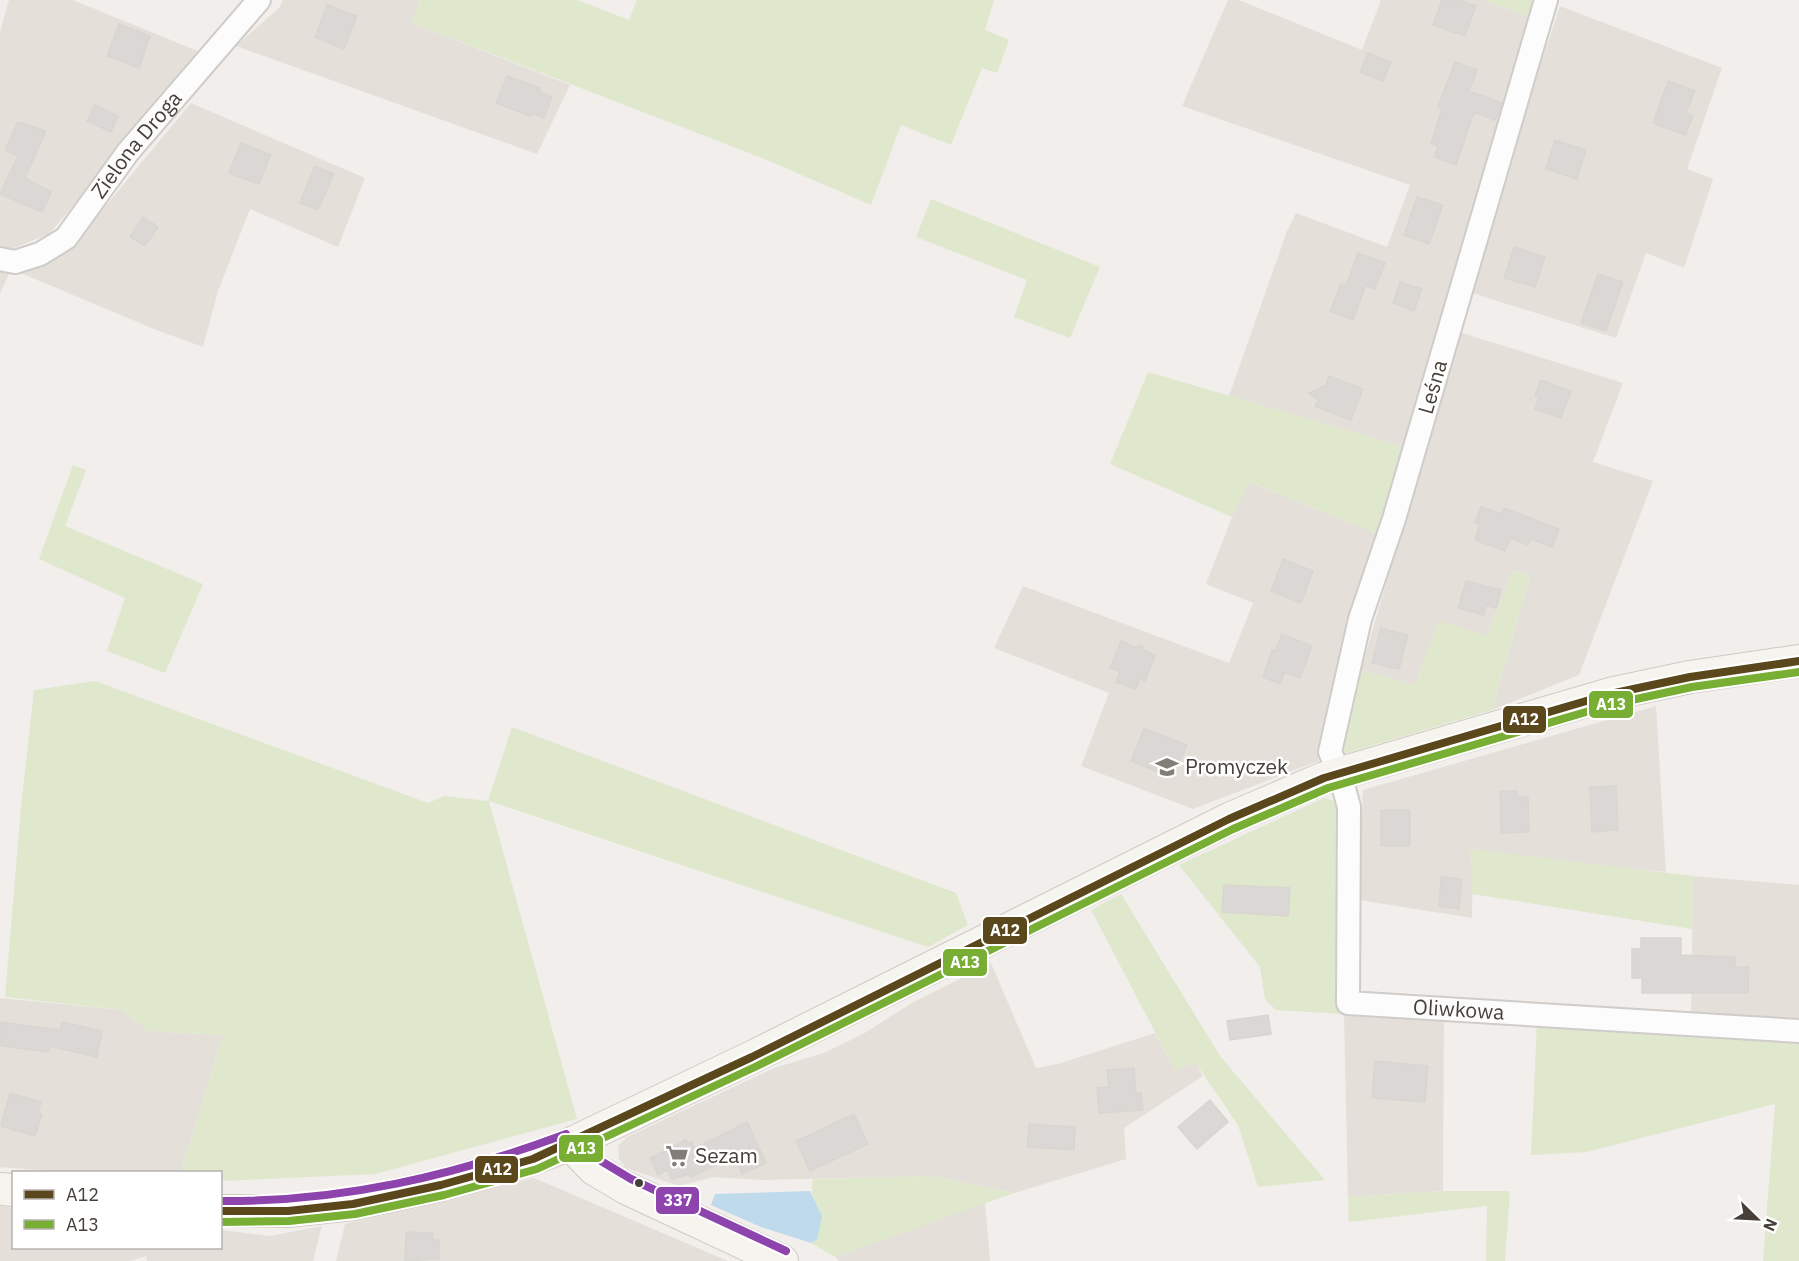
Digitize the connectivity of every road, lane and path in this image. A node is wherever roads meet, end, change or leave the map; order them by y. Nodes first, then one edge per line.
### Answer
1 (259, 0) edge
2 (1546, 0) edge
3 (0, 259) edge
4 (1799, 661) edge
5 (1340, 774) junction
6 (1799, 1030) edge
7 (570, 1144) junction
8 (222, 1211) edge
9 (782, 1261) edge

1 - 3 street, Zielona Droga
2 - 5 street, Leśna
4 - 5 main road
5 - 6 street, Oliwkowa
5 - 7 main road
7 - 8 main road
7 - 9 main road

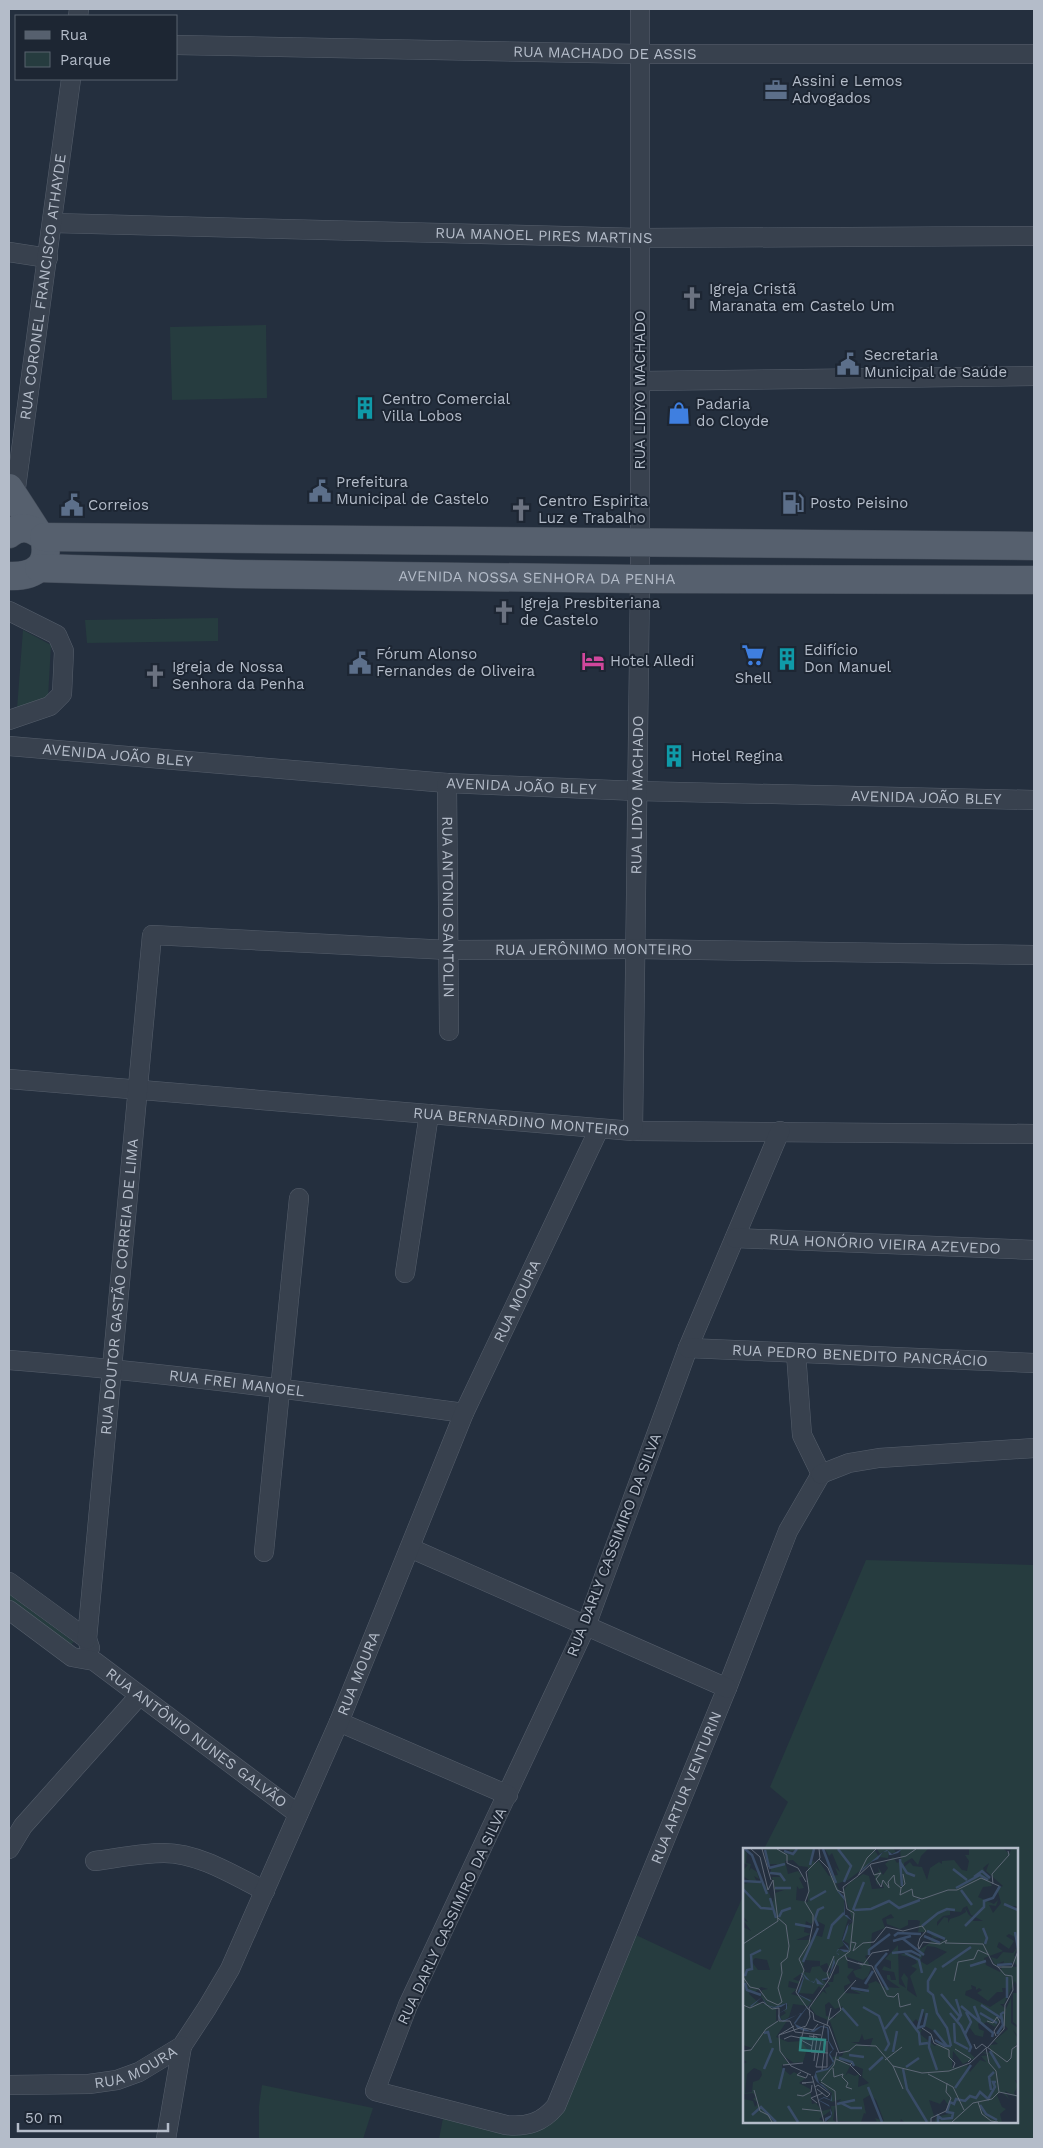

## Directions for this task
The pictures in the entries should be left out; output everything else exactly.

## Task answer
Digitize the connectivity of every road, lane and path in this image. A node is wherever roads meet, end, change or leave the map; order them by y. Nodes first, then one edge per line.
### Answer
1 (259, 0) edge
2 (1546, 0) edge
3 (0, 259) edge
4 (1799, 661) edge
5 (1340, 774) junction
6 (1799, 1030) edge
7 (570, 1144) junction
8 (222, 1211) edge
9 (782, 1261) edge

1 - 3 street, Zielona Droga
2 - 5 street, Leśna
4 - 5 main road
5 - 6 street, Oliwkowa
5 - 7 main road
7 - 8 main road
7 - 9 main road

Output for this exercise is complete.